В этом восхождении нет ничего особо трудного, помимо утомительности ходьбы по песку и вулканическому пеплу: это как хождение по дюнам… Мы поднимаемся зигзагами. Песок движется под действием ветра, и я испытываю слегка нервирующее чувство – всего лишь ощущение, но не восприятие, ибо я все время смотрю на песок, – высоты, постоянно возрастающей над бездной… Мне приходится идти очень осторожно и постоянно опираться на посох, ибо склон сейчас сделался очень крут… Мы вошли в белый туман – идем сквозь облака! Даже если бы я захотел оглянуться назад, я ничего не смог бы увидеть за этими испарениями, но у меня нет ни малейшего желания оглядываться. Ветер внезапно стихает, отсеченный, быть может, грядой, и воцаряется тишина, которую я помню со дней, проведенных в Вест-Индии. Безмолвие высокогорий. Оно нарушается лишь хрустом вулканического пепла у нас под ногами. Я могу отчетливо слышать биение своего сердца… Проводник говорит мне, что я слишком подаюсь вперед, велит мне держаться прямей и при каждом шаге опираться сперва на пятку. Я следую его наставлению и чувствую, что идти стало легче. Но восхождение по этой удручающей смеси из вулканического пепла и песка начинает меня изнурять. Проводник советует мне держать мой драгоценный рот закрытым и дышать только моим драгоценным носом.
Мы вновь выходим из тумана… Внезапно я примечаю над нами, совсем рядом, нечто подобное квадратному отверстию на лике горы – какая-то дверь! Это дверь третьего приюта, деревянной избушки, полупогребенной в черных наносах… Как приятно вновь сидеть, поджав под себя ноги, даже в голубом мареве дыма от горящих дров и под закопченными стропилами!
Время 8:30 утра. Высота 7085 футов.
Несмотря на дровяной дым, внутри приюта довольно уютно; в нем уложены чистые циновки и есть даже подколенные подушечки. Окон нет, разумеется, как и никакого иного проема, помимо двери, ибо эта постройка наполовину вкопана в склон горы. Мы садимся завтракать… Смотритель приюта рассказывает нам, что недавно один студент прошел от Готембы до вершины горы и обратно – обутый в гэта! Гэта – это тяжелые деревянные сандалии, или сабо, которые удерживаются на ноге лишь ремешком, проходящим между большим и вторым пальцем. Ноги этого студента, должно быть, были выкованы из стали!
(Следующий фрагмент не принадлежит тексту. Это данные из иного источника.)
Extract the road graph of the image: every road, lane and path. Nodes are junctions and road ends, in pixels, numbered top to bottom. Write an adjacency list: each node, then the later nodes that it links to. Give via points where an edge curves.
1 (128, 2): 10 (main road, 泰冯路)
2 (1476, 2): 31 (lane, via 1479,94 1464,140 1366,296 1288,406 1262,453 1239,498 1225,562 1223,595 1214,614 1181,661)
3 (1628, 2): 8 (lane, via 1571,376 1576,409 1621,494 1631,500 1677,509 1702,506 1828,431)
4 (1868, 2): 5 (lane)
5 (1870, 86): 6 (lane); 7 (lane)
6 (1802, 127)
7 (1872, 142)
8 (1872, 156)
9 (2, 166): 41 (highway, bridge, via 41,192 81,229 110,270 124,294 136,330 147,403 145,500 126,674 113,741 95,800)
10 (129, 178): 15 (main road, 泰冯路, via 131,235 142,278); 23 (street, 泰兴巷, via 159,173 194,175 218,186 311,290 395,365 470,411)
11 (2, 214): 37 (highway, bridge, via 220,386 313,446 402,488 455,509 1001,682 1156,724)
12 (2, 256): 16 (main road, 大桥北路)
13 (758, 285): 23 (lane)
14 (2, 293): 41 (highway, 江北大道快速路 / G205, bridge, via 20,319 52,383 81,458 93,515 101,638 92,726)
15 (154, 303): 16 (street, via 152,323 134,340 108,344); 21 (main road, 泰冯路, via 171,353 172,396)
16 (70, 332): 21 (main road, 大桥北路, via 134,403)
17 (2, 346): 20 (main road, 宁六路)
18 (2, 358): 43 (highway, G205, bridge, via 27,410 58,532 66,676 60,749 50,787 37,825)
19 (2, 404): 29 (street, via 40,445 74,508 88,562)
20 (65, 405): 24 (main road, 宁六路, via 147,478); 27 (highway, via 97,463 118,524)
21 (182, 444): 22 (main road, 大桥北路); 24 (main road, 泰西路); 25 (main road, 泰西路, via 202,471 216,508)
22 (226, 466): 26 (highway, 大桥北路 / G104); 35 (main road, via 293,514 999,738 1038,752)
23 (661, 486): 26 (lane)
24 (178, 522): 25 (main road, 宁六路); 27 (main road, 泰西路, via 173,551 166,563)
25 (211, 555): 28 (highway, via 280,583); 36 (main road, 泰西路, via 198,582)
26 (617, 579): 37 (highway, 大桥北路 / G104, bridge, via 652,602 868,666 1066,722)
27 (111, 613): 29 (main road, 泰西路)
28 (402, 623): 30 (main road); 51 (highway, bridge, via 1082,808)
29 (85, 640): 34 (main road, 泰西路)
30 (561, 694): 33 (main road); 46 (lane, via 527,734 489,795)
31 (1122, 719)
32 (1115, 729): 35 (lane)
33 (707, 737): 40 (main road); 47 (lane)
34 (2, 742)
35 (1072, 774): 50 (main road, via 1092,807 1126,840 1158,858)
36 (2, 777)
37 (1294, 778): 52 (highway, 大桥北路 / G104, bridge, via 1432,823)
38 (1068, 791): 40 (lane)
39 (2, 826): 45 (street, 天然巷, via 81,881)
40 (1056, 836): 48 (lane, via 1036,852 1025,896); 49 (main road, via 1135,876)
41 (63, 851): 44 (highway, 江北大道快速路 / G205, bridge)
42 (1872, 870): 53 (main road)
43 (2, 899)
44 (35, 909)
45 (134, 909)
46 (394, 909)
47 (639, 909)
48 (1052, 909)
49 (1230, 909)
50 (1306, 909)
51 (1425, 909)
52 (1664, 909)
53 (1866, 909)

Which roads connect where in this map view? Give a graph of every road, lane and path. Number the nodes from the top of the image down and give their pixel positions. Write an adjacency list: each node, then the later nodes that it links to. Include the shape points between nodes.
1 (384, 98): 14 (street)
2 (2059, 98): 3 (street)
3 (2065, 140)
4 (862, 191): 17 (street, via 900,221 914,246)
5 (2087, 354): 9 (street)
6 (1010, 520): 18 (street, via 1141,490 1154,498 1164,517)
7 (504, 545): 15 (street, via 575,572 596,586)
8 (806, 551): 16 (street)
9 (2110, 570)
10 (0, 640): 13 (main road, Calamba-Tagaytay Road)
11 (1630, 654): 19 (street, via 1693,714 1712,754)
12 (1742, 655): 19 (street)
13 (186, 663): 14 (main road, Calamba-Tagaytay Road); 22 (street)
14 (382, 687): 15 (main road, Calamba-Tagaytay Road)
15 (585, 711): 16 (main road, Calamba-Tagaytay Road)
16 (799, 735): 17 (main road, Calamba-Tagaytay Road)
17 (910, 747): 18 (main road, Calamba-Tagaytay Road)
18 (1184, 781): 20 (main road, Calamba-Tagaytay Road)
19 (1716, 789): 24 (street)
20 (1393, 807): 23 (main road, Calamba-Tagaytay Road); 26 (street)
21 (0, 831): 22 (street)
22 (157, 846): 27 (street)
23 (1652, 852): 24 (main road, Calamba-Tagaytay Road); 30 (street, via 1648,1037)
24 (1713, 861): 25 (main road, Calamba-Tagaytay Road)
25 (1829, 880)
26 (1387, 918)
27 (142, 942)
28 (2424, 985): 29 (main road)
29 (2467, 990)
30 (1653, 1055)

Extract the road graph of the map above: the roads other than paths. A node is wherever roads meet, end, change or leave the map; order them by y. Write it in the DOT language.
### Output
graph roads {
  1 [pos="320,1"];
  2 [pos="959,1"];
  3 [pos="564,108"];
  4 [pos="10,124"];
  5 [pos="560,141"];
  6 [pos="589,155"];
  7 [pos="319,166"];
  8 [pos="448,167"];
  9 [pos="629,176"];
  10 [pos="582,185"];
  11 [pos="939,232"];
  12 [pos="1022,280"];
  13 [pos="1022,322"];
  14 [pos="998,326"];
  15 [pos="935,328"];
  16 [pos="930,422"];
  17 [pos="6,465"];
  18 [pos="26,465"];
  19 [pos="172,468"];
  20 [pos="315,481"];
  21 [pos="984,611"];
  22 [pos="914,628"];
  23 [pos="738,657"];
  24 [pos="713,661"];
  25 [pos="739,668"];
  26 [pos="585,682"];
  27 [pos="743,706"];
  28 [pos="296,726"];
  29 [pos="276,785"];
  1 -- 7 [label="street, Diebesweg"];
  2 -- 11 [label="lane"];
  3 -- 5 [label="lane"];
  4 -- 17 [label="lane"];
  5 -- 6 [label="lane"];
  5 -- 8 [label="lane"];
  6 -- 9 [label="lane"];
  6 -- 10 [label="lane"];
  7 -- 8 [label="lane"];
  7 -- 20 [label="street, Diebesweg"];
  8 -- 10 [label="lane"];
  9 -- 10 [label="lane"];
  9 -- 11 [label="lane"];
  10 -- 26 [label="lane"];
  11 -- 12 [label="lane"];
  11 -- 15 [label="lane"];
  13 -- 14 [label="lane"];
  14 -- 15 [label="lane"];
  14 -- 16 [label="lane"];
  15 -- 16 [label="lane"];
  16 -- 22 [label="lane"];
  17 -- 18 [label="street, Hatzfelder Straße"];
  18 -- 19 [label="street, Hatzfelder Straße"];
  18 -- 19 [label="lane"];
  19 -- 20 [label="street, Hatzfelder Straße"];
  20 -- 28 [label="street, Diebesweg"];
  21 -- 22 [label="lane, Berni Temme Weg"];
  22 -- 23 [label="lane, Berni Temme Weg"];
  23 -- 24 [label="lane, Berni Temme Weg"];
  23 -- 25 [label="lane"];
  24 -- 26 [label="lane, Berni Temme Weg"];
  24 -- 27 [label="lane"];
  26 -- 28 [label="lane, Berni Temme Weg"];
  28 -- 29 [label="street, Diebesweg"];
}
Отдохнув, я вышел наружу, чтобы оглядеться вокруг. Далеко внизу белые облака, клубясь, проплывают над землей огромными пушистыми сугробами. Выше избушки, фактически нависая прямо над ней, вороненый конус высоко парит на фоне неба. Но вид воистину изумительный, это линия исполинского склона слева – линия, на которой сейчас не видно ни единого изгиба, но которая устремлена вниз, под облака, и вверх, только богам известно куда (поскольку мне не видно, где она заканчивается), прямая, как натянутая тетива лука. Правый склон каменист и изрезан. Что же касается левого – я никогда не мог бы представить себе, что идеально прямая, ровная линия, простирающаяся на дистанцию огромного размера и под таким удивительным углом, может существовать даже на вулкане. Этот потрясающий уклон вызывает у меня чувство головокружения и совершенно непривычное ощущение трепета. Подобная правильность кажется неестественной, пугающей; даже кажется искусственной, но искусственной в сверхчеловеческом и демоническом масштабе. Я представляю себе, что падение оттуда, сверху, – это будет падение, которое продолжится на многие лиги. Удержаться там совершенно не за что. Но горики заверяют меня, что на том склоне никакой опасности нет, ибо весь он сложен из мягкого песка.